◆ ASSIGNMENT ◆
A picture-free, exact copy of all the records below is the goal.

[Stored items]
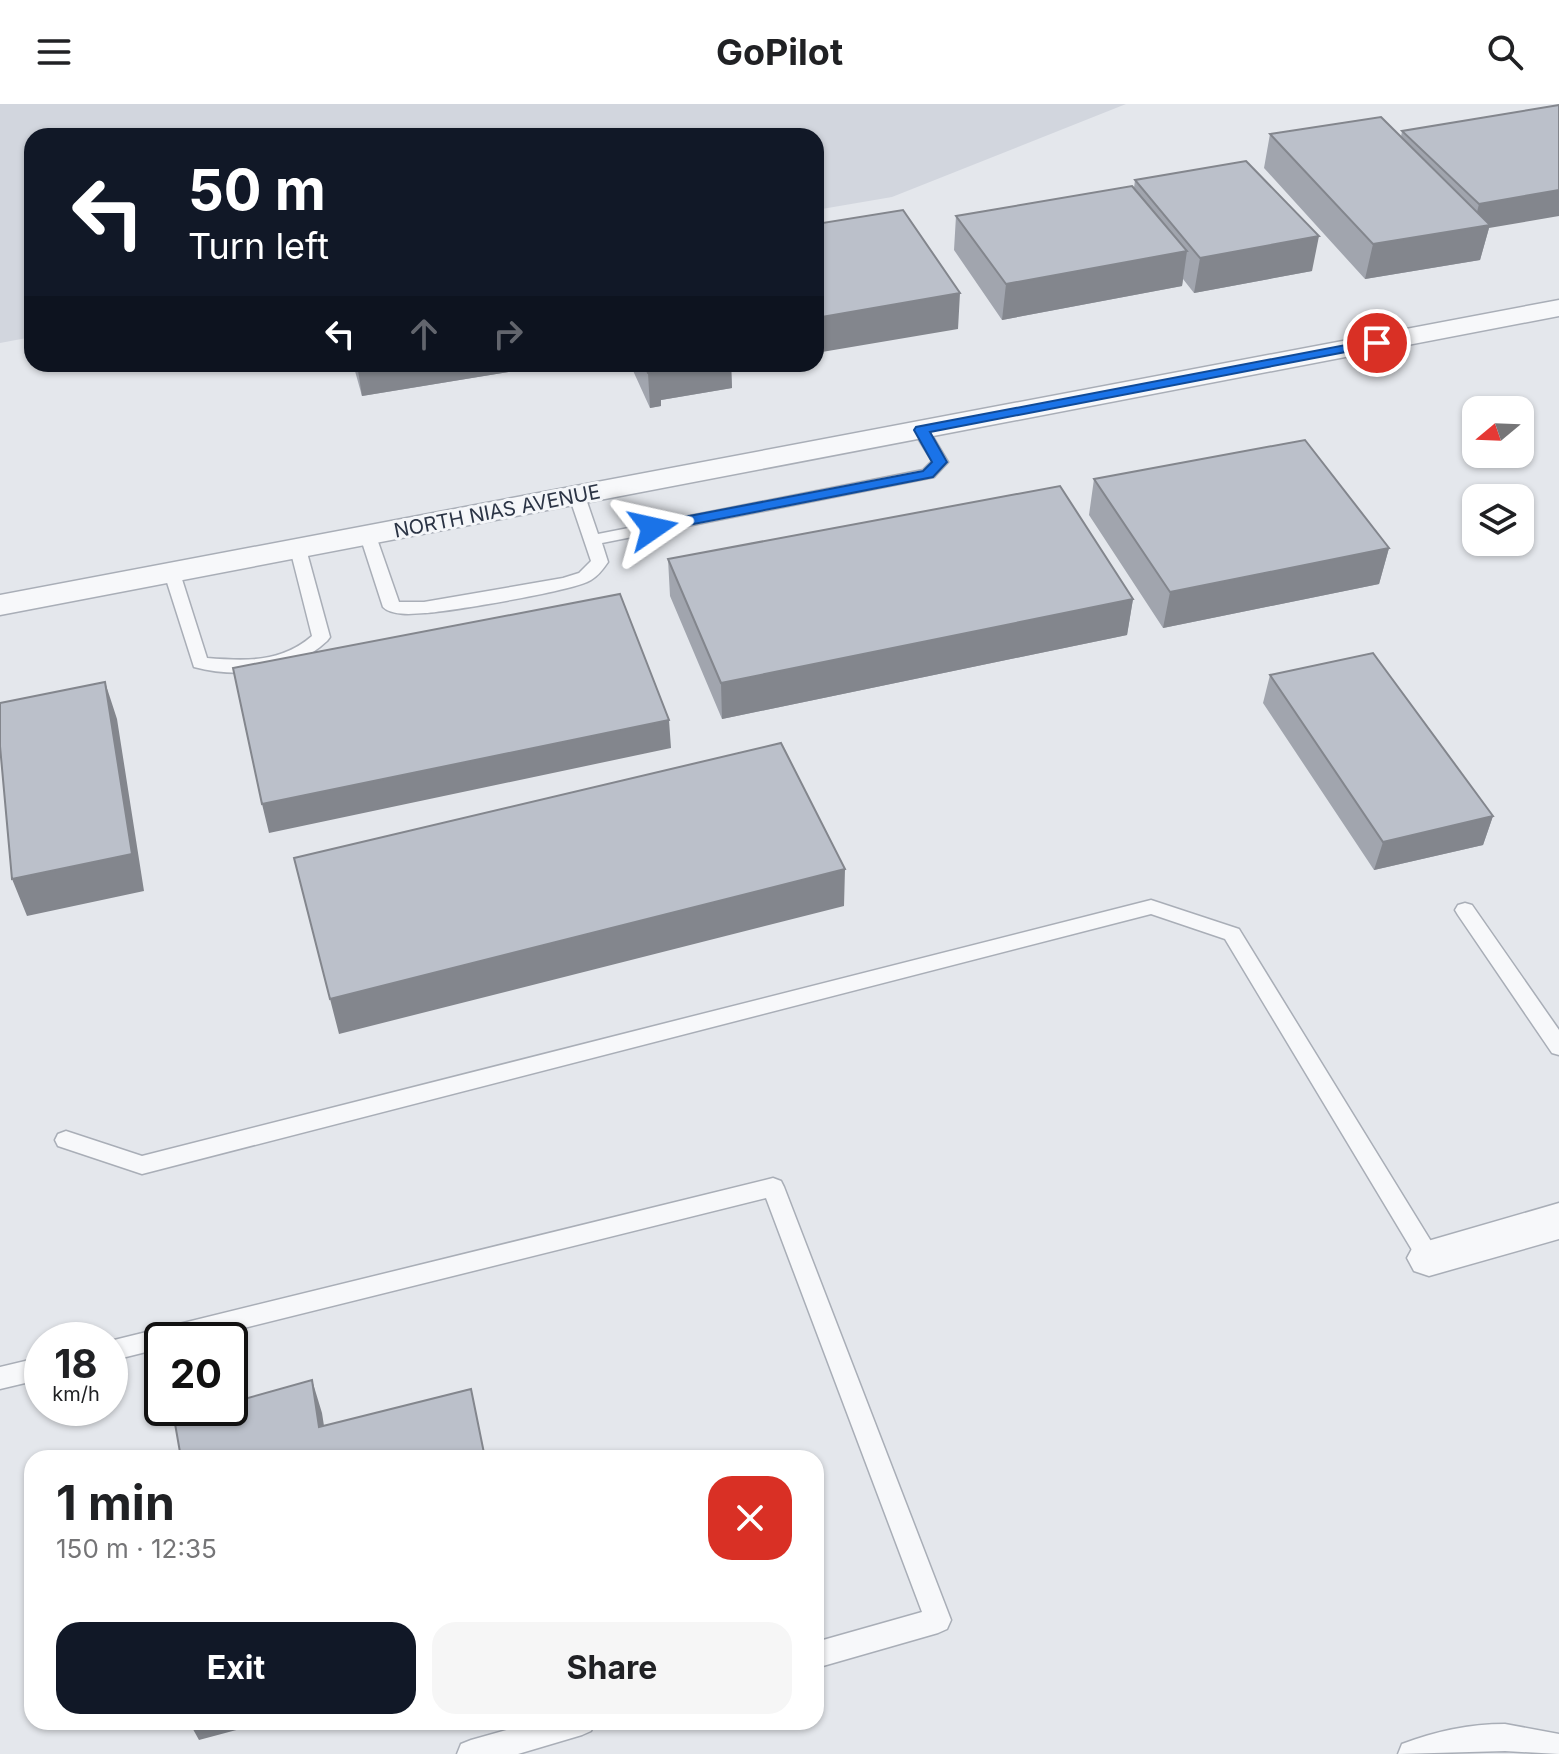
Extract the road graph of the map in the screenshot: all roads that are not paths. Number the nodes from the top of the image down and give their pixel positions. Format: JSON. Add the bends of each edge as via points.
{"nodes":[{"id":1,"x":1559,"y":308,"type":"edge"},
{"id":2,"x":921,"y":430,"type":"junction"},
{"id":3,"x":577,"y":496,"type":"junction"},
{"id":4,"x":368,"y":536,"type":"junction"},
{"id":5,"x":592,"y":540,"type":"junction"},
{"id":6,"x":298,"y":549,"type":"junction"},
{"id":7,"x":172,"y":573,"type":"junction"},
{"id":8,"x":0,"y":605,"type":"edge"},
{"id":9,"x":1465,"y":910,"type":"dead end"},
{"id":10,"x":1559,"y":1047,"type":"edge"},
{"id":11,"x":66,"y":1140,"type":"dead end"},
{"id":12,"x":1559,"y":1221,"type":"edge"},
{"id":13,"x":1429,"y":1258,"type":"joint"},
{"id":14,"x":128,"y":1347,"type":"edge"},
{"id":15,"x":24,"y":1372,"type":"edge"},
{"id":16,"x":0,"y":1378,"type":"edge"},
{"id":17,"x":824,"y":1653,"type":"edge"},
{"id":18,"x":554,"y":1730,"type":"edge"},
{"id":19,"x":1559,"y":1748,"type":"edge"},
{"id":20,"x":471,"y":1754,"type":"edge"},
{"id":21,"x":1412,"y":1754,"type":"edge"}],
"edges":[{"from":1,"to":2,"type":"street","name":"NORTH NIAS AVENUE"},
{"from":2,"to":3,"type":"street","name":"NORTH NIAS AVENUE"},
{"from":2,"to":5,"type":"lane","via":[[940,462],[928,474]]},
{"from":3,"to":4,"type":"street","name":"NORTH NIAS AVENUE"},
{"from":3,"to":5,"type":"lane"},
{"from":4,"to":5,"type":"lane","via":[[392,607],[424,608],[585,577],[600,562]]},
{"from":4,"to":6,"type":"street","name":"NORTH NIAS AVENUE"},
{"from":6,"to":7,"type":"street","name":"NORTH NIAS AVENUE"},
{"from":6,"to":7,"type":"lane","via":[[321,637],[305,654],[259,667],[200,663]]},
{"from":7,"to":8,"type":"street","name":"NORTH NIAS AVENUE"},
{"from":9,"to":10,"type":"lane"},
{"from":11,"to":13,"type":"lane","via":[[142,1165],[1151,907],[1232,934]]},
{"from":12,"to":13,"type":"street"},
{"from":14,"to":17,"type":"lane","via":[[773,1187],[938,1620]]},
{"from":15,"to":16,"type":"lane"},
{"from":18,"to":20,"type":"lane"},
{"from":19,"to":21,"type":"lane","via":[[1494,1736]]}]}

◆ EXPECTED ANSWER ◆
Extract the road graph of the map in the screenshot: all roads that are not paths. Number the nodes from the top of the image down and give their pixel positions. Format: JSON. Add the bends of each edge as via points.
{"nodes":[{"id":1,"x":1559,"y":308,"type":"edge"},
{"id":2,"x":921,"y":430,"type":"junction"},
{"id":3,"x":577,"y":496,"type":"junction"},
{"id":4,"x":368,"y":536,"type":"junction"},
{"id":5,"x":592,"y":540,"type":"junction"},
{"id":6,"x":298,"y":549,"type":"junction"},
{"id":7,"x":172,"y":573,"type":"junction"},
{"id":8,"x":0,"y":605,"type":"edge"},
{"id":9,"x":1465,"y":910,"type":"dead end"},
{"id":10,"x":1559,"y":1047,"type":"edge"},
{"id":11,"x":66,"y":1140,"type":"dead end"},
{"id":12,"x":1559,"y":1221,"type":"edge"},
{"id":13,"x":1429,"y":1258,"type":"joint"},
{"id":14,"x":128,"y":1347,"type":"edge"},
{"id":15,"x":24,"y":1372,"type":"edge"},
{"id":16,"x":0,"y":1378,"type":"edge"},
{"id":17,"x":824,"y":1653,"type":"edge"},
{"id":18,"x":554,"y":1730,"type":"edge"},
{"id":19,"x":1559,"y":1748,"type":"edge"},
{"id":20,"x":471,"y":1754,"type":"edge"},
{"id":21,"x":1412,"y":1754,"type":"edge"}],
"edges":[{"from":1,"to":2,"type":"street","name":"NORTH NIAS AVENUE"},
{"from":2,"to":3,"type":"street","name":"NORTH NIAS AVENUE"},
{"from":2,"to":5,"type":"lane","via":[[940,462],[928,474]]},
{"from":3,"to":4,"type":"street","name":"NORTH NIAS AVENUE"},
{"from":3,"to":5,"type":"lane"},
{"from":4,"to":5,"type":"lane","via":[[392,607],[424,608],[585,577],[600,562]]},
{"from":4,"to":6,"type":"street","name":"NORTH NIAS AVENUE"},
{"from":6,"to":7,"type":"street","name":"NORTH NIAS AVENUE"},
{"from":6,"to":7,"type":"lane","via":[[321,637],[305,654],[259,667],[200,663]]},
{"from":7,"to":8,"type":"street","name":"NORTH NIAS AVENUE"},
{"from":9,"to":10,"type":"lane"},
{"from":11,"to":13,"type":"lane","via":[[142,1165],[1151,907],[1232,934]]},
{"from":12,"to":13,"type":"street"},
{"from":14,"to":17,"type":"lane","via":[[773,1187],[938,1620]]},
{"from":15,"to":16,"type":"lane"},
{"from":18,"to":20,"type":"lane"},
{"from":19,"to":21,"type":"lane","via":[[1494,1736]]}]}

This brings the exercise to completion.